C.S. Lee had a post called NIDS: Administration, Management & Provisioning that asked some good questions about managing large numbers of NSM sensors. I have managed large numbers of sensors in the past, so thought I would take a shot at describing some of the ways I eased management as well as other methods I still look forward to trying. Since my post is long, I thought it better to write it here than stuff it all into a comment on geek00l's blog.
A couple of things to remember; first, there are almost always ways to improve complex systems management. Second, "perfect" is the enemy of "good enough". At some point you reach the point of diminishing returns, so the cost of additional improvement of the management or administration of the systems may not be worth the reward.
1. What tools do you use to manage all the NIDS, and why you choose them over others?SSH is obviously going to be one way to login to systems and do certain things. If it is something that you must do consistently, then scripts or other system management methods that I will discuss later are likely more appropriate. When using SSH for a large number of systems, don't forget that SSH keys and ssh-agent are your friend. With ssh-agent, you can login to all your systems with your SSH key after entering your passphrase only once. This simplifies running scripts that require logging into or copying files to each system.
- For example ssh, however I would like to know more about tools you use to manage massive NIDS instead of one, and the reason you choose it.
Also, when I talk about using SSH along with scripts, I'm also talking about using programs that support SSH as the transport protocol, for example rsync and rdist. Expect scripts are also a common way to roll your own centralized management of systems, but for C.S. Lee's 50+ system question, a dedicated application seems to be a better answer than only using scripts and logging in manually.
2. How do you perform efficient administration securely? For examples,I think these types of changes and updates will require a combination of tools, and the tools could depend in part on the operating system(s). If you have multiple operating systems then it also makes the management more complex, so ideally you want to standardize on an operating system as well as keeping the release versions identical whenever possible.
- System changes/updates
- NIDS tools' changes/updates
- NIDS rules' changes/updates
- NIDS Configuration files' changes/updates
- NIDS Policies' changes/updates
One thing I've mentioned in the past for system management is puppet.

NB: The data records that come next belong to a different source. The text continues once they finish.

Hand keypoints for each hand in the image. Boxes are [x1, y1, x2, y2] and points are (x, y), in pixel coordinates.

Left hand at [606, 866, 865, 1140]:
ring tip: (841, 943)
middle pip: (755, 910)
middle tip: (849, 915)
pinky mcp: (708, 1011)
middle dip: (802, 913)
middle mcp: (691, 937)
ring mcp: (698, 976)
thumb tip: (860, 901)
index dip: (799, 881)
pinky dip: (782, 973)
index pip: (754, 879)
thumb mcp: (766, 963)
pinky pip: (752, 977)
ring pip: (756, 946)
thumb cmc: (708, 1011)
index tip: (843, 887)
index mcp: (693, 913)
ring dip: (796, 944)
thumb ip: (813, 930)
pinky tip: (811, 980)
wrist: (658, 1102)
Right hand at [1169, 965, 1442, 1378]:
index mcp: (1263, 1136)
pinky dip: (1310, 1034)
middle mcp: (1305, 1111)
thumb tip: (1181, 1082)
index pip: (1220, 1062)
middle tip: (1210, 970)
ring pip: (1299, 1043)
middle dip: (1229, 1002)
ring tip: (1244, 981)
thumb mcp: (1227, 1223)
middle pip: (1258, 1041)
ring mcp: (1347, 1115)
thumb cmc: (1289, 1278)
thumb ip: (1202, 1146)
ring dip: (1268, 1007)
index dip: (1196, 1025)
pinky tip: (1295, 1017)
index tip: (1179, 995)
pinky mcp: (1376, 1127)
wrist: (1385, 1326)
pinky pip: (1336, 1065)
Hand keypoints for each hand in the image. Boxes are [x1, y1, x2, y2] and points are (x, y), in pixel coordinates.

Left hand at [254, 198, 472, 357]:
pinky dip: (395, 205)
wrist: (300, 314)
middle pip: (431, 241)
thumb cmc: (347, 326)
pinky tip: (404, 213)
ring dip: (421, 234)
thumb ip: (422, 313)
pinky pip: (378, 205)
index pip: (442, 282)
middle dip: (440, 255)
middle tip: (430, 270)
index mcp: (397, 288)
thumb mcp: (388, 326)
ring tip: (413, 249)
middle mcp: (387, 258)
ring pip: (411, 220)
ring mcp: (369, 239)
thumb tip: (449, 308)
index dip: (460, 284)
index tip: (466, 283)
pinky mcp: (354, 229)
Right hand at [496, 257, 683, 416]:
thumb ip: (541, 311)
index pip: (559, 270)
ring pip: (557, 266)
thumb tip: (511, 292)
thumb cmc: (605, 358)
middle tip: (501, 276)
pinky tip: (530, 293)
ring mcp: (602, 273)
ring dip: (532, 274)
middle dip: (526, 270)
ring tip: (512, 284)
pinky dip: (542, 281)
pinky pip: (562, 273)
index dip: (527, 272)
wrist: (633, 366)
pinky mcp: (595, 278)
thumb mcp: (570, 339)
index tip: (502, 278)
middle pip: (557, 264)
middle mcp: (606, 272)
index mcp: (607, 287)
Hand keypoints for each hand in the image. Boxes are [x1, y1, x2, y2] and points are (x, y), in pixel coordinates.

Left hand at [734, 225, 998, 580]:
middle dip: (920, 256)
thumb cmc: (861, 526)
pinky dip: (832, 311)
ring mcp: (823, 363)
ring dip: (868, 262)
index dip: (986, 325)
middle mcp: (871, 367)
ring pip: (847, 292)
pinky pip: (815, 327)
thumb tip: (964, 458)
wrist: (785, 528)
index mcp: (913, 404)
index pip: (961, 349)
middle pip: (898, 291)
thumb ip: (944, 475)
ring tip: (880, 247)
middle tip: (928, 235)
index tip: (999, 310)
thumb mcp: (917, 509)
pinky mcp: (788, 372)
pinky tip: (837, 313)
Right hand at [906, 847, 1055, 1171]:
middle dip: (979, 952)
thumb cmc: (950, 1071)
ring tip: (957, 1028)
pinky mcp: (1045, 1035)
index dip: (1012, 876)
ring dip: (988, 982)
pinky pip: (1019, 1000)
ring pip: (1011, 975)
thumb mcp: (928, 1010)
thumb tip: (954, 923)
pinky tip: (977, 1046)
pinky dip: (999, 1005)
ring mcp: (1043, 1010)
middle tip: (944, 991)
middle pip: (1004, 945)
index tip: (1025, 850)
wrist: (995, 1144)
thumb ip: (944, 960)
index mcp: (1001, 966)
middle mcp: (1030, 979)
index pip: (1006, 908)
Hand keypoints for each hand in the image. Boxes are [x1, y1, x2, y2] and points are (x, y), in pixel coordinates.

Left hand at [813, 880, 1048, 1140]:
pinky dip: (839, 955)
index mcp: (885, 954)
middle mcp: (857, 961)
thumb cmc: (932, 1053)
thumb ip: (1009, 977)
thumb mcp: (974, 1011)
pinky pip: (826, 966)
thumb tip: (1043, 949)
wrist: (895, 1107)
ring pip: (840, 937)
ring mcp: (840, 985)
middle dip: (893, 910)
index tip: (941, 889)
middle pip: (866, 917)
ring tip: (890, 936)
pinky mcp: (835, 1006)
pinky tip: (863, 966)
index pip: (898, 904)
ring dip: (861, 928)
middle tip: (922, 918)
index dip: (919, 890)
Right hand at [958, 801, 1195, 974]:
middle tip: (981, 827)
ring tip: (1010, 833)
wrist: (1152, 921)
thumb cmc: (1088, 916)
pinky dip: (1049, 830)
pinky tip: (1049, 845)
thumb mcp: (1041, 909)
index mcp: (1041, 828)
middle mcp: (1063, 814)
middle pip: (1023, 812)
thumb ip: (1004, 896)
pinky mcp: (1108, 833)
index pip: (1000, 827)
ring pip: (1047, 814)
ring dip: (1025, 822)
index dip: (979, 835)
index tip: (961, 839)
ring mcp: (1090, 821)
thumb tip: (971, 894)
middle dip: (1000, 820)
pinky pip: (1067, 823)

Puppet lets you centrally manage every important aspect of your system using a cross-platform specification language that manages all the separate elements normally aggregated in different files, like users, cron jobs, and hosts, along with obviously discrete elements like packages, services, and files.Although I haven't yet had the chance to use puppet, it seems to have a good reputation. Another option is cfengine, though most people I have talked to that have experience with both seem to prefer puppet. Change management of configuration files, cron scripts, and other files like NIDS rules can definitely be handled by one of these central management tools.
Another thing to consider is whether your operating system or its vendor includes anything for these tasks. For instance, Red Hat Network Satellite can handle a lot of centralized management, including package management. NIDS/NSM sensors often need configuration changes from the standard distribution package for certain software, so being able to roll your own packages and push them to sensors automatically can drastically reduce system management overhead.
Although puppet seems to handle users, I've also written three posts about OpenLDAP for centralized management of users and groups [1, 2, 3]. With most current Linux or BSD, once LDAP is configured it is pretty easy to manage users, groups, and even sudo. Since I've worked in environments with not just large numbers of Linux systems, but also large numbers of users, LDAP was definitely useful. With a small number of users on large number of systems, I'm not sure that it would be needed.
For the security requirement, any good centralized management system better have some sort of authentication and encryption. Puppet supports a CA and SSL, cfengine supports RSA and Blowfish along with public-private keys, and Red Hat Satellite suports SSL and GPG. Other basics including host-based firewalls like iptables can also be useful for limiting exposure and access from the network.
Truthfully, I have mostly relied on home-grown scripts combined with SSH, rsync and/or rdist to push files or commands to Linux systems. However, with the number of systems I have managed, the up-front cost of implementing something like puppet, cfengine, or Satellite would be worth the long-term benefits.
3. Which method you like to use in order to manage them, and why? For example,I think this question is largely moot because it will usually be determined by the management tools you are using. For instance, Red Hat runs a daemon on the individual systems that will check in either with Red Hat Network or with your local Satellite Network.
- Server pushes rules update to all the sensors(Push)
- Sensors pull the rules update from server(Pull)
When using scripts, I will usually use a push simply because I like to login to one system then run the script that will connect to all the other systems to copy files or run a command.
3. NIDS health monitoring and self-healingThe obvious answer to monitoring processes is something like Nagios, an open source solution. Nagios can also handle restarting services or processes through event handlers. Realistically, any software that monitors services should have the ability to restart those services if needed. Another example of process monitoring and restarting is daemontools, but it does not really meet monitoring needs for an enterprise and is fairly limited. There are additional choices of monitoring software, as well.
- I'm talking about something like this, if the system is in incosistent state, operators will be notified. If certain process die, it should recover by itself.